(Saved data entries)
————

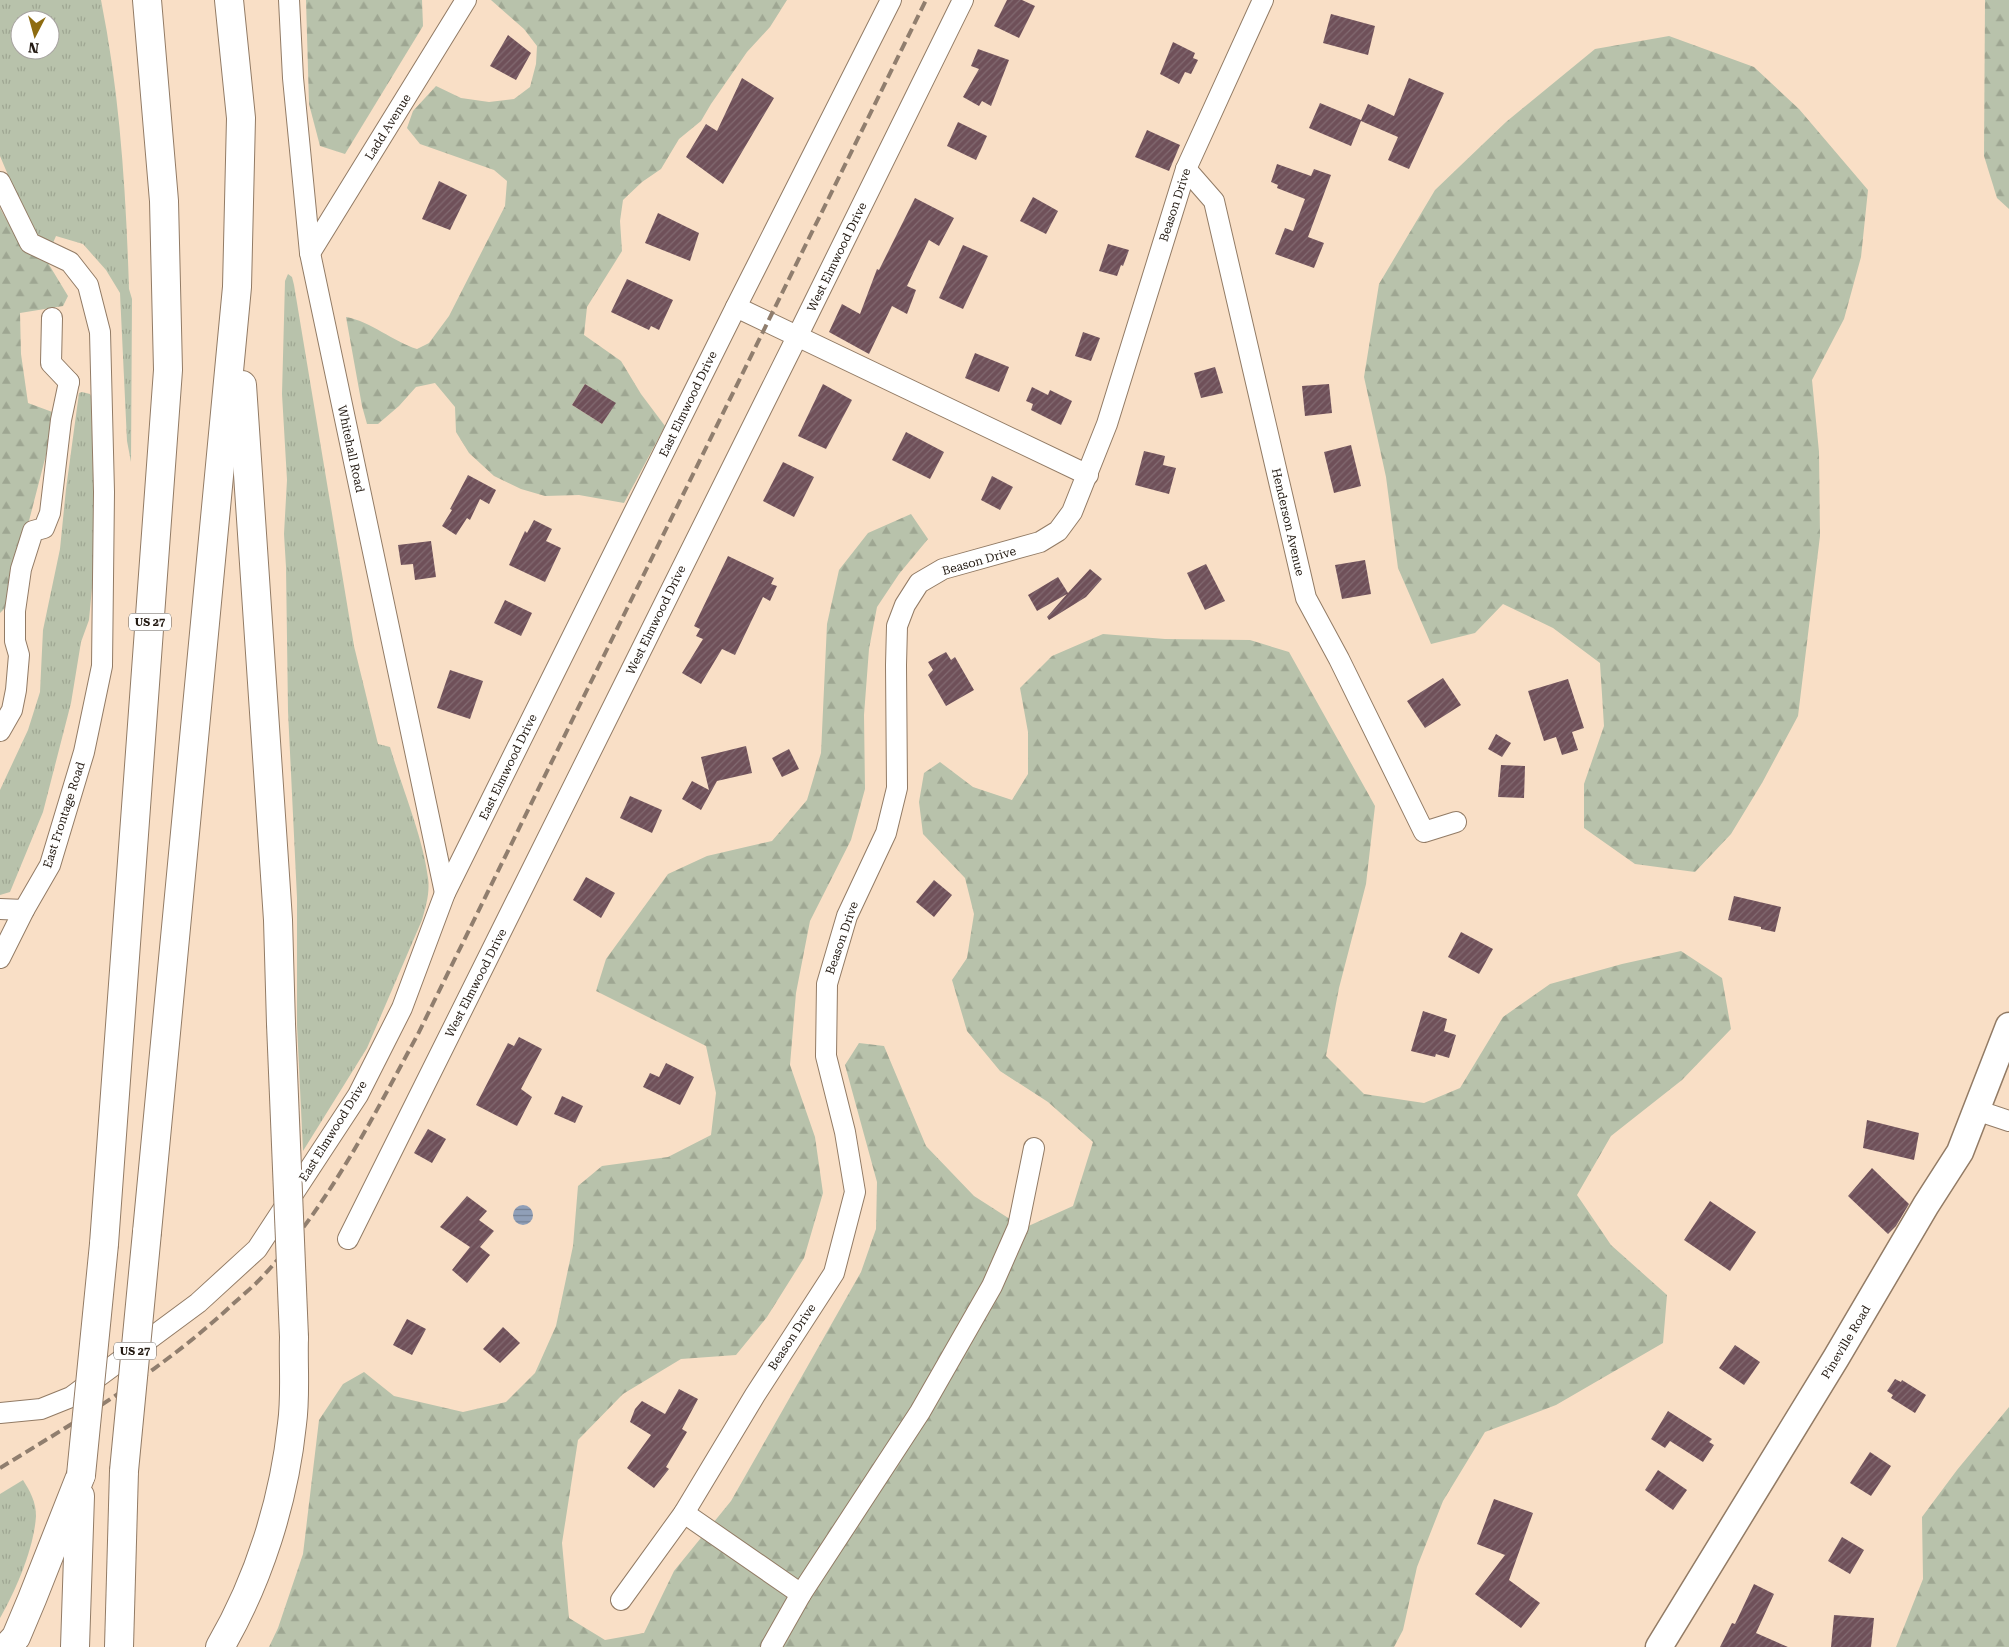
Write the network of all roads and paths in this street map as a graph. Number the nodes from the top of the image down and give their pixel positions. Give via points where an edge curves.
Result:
1 (147, 0) edge
2 (229, 0) edge
3 (289, 0) edge
4 (466, 0) edge
5 (891, 0) edge
6 (963, 0) edge
7 (1263, 0) edge
8 (1186, 169) junction
9 (0, 182) edge
10 (310, 253) junction
11 (237, 287) junction
12 (736, 307) junction
13 (52, 318) dead end
14 (797, 337) junction
15 (69, 382) junction
16 (101, 385) junction
17 (1088, 475) junction
18 (0, 731) edge
19 (1456, 822) dead end
20 (445, 893) junction
21 (0, 909) edge
22 (24, 910) junction
23 (0, 958) edge
24 (2009, 1026) edge
25 (1976, 1110) junction
26 (2009, 1121) edge
27 (1034, 1148) dead end
28 (348, 1239) dead end
29 (0, 1413) edge
30 (81, 1475) junction
31 (684, 1513) junction
32 (801, 1594) junction
33 (621, 1600) dead end
34 (7, 1647) edge
35 (75, 1647) edge
36 (119, 1647) edge
37 (220, 1647) edge
38 (771, 1647) edge
39 (1659, 1647) edge

1 - 30 highway, US 27, bridge via 164,201 168,370 104,1244
2 - 11 highway, US 27 via 241,118
3 - 10 street, Whitehall Road
4 - 10 street, Ladd Avenue
5 - 12 street, East Elmwood Drive
6 - 14 street, West Elmwood Drive
7 - 8 street, Beason Drive
8 - 17 street, Beason Drive via 1107,424
8 - 19 street, Henderson Avenue via 1214,201 1306,598 1424,832
9 - 16 street via 30,243 70,262 88,285 100,332
10 - 20 street, Whitehall Road
11 - 36 highway, US 27, bridge via 124,1471
11 - 37 highway, bridge via 278,920 294,1336 293,1423 266,1545 233,1625
12 - 14 street
12 - 20 street, East Elmwood Drive
13 - 15 street via 51,363
14 - 17 street
14 - 28 street, West Elmwood Drive
15 - 16 street
15 - 18 street via 50,513 44,528 33,531 21,568 15,611 15,641 19,655 16,690 12,710
16 - 22 street, East Frontage Road via 104,492 102,666 84,752 50,865
17 - 31 street, Beason Drive via 1072,512 1058,530 1040,542 943,569 919,584 905,605 897,626 897,788 886,833 847,916 827,984 826,1056 846,1132 855,1192 834,1273
20 - 29 street, East Elmwood Drive via 402,1008 358,1095 257,1249 198,1303 71,1397 41,1409
21 - 22 street
22 - 23 street, East Frontage Road
24 - 25 main road, Pineville Road
25 - 26 street
25 - 39 main road, Pineville Road via 1960,1152
27 - 32 street via 1018,1228 992,1286 920,1412
30 - 34 highway via 16,1637
30 - 35 highway, US 27
31 - 32 street
31 - 33 street, Beason Drive
32 - 38 street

————

→ **EXERCISE BRIEF**
Give the data again exactly, without pictures.

→ **THE ANSWER**
Write the network of all roads and paths in this street map as a graph. Number the nodes from the top of the image down and give their pixel positions. Give via points where an edge curves.
Result:
1 (147, 0) edge
2 (229, 0) edge
3 (289, 0) edge
4 (466, 0) edge
5 (891, 0) edge
6 (963, 0) edge
7 (1263, 0) edge
8 (1186, 169) junction
9 (0, 182) edge
10 (310, 253) junction
11 (237, 287) junction
12 (736, 307) junction
13 (52, 318) dead end
14 (797, 337) junction
15 (69, 382) junction
16 (101, 385) junction
17 (1088, 475) junction
18 (0, 731) edge
19 (1456, 822) dead end
20 (445, 893) junction
21 (0, 909) edge
22 (24, 910) junction
23 (0, 958) edge
24 (2009, 1026) edge
25 (1976, 1110) junction
26 (2009, 1121) edge
27 (1034, 1148) dead end
28 (348, 1239) dead end
29 (0, 1413) edge
30 (81, 1475) junction
31 (684, 1513) junction
32 (801, 1594) junction
33 (621, 1600) dead end
34 (7, 1647) edge
35 (75, 1647) edge
36 (119, 1647) edge
37 (220, 1647) edge
38 (771, 1647) edge
39 (1659, 1647) edge

1 - 30 highway, US 27, bridge via 164,201 168,370 104,1244
2 - 11 highway, US 27 via 241,118
3 - 10 street, Whitehall Road
4 - 10 street, Ladd Avenue
5 - 12 street, East Elmwood Drive
6 - 14 street, West Elmwood Drive
7 - 8 street, Beason Drive
8 - 17 street, Beason Drive via 1107,424
8 - 19 street, Henderson Avenue via 1214,201 1306,598 1424,832
9 - 16 street via 30,243 70,262 88,285 100,332
10 - 20 street, Whitehall Road
11 - 36 highway, US 27, bridge via 124,1471
11 - 37 highway, bridge via 278,920 294,1336 293,1423 266,1545 233,1625
12 - 14 street
12 - 20 street, East Elmwood Drive
13 - 15 street via 51,363
14 - 17 street
14 - 28 street, West Elmwood Drive
15 - 16 street
15 - 18 street via 50,513 44,528 33,531 21,568 15,611 15,641 19,655 16,690 12,710
16 - 22 street, East Frontage Road via 104,492 102,666 84,752 50,865
17 - 31 street, Beason Drive via 1072,512 1058,530 1040,542 943,569 919,584 905,605 897,626 897,788 886,833 847,916 827,984 826,1056 846,1132 855,1192 834,1273
20 - 29 street, East Elmwood Drive via 402,1008 358,1095 257,1249 198,1303 71,1397 41,1409
21 - 22 street
22 - 23 street, East Frontage Road
24 - 25 main road, Pineville Road
25 - 26 street
25 - 39 main road, Pineville Road via 1960,1152
27 - 32 street via 1018,1228 992,1286 920,1412
30 - 34 highway via 16,1637
30 - 35 highway, US 27
31 - 32 street
31 - 33 street, Beason Drive
32 - 38 street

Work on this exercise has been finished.